(Items listed in a dataset)
▼
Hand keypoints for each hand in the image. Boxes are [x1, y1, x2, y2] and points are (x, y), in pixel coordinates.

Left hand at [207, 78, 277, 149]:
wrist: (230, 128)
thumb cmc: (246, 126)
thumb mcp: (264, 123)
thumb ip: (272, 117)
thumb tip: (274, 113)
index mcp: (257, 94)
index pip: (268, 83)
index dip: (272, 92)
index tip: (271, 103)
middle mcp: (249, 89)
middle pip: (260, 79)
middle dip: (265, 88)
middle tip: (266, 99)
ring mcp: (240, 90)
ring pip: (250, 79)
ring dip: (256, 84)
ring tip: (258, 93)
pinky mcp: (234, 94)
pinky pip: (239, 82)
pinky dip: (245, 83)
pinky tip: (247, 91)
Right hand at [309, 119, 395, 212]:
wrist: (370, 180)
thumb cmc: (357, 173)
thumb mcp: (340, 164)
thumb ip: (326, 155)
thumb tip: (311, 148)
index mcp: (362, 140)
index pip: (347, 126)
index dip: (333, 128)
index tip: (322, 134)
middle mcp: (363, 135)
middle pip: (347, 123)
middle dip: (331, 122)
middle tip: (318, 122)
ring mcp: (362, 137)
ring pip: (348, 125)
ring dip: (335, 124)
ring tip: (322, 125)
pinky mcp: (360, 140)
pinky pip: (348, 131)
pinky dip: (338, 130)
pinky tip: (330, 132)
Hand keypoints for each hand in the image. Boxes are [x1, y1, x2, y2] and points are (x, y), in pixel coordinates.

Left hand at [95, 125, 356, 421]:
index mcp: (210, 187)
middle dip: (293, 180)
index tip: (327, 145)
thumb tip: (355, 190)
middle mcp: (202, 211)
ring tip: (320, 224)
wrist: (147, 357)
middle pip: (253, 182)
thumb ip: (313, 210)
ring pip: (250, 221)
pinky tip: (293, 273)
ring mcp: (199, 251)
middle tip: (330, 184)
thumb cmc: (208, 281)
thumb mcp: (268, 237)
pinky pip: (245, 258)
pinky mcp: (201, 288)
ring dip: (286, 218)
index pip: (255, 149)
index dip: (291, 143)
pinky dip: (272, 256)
▲
# Task
Which lines above hold the string "index"? Show each of them.

# Output for this exercise
index mcp: (257, 94)
index pip: (268, 83)
index dip: (272, 92)
index tip: (271, 103)
index mcp: (362, 140)
index pip: (347, 126)
index dip: (333, 128)
index tip: (322, 134)
index mcp: (210, 187)
index tip: (327, 145)
index pip: (255, 149)
index dip: (291, 143)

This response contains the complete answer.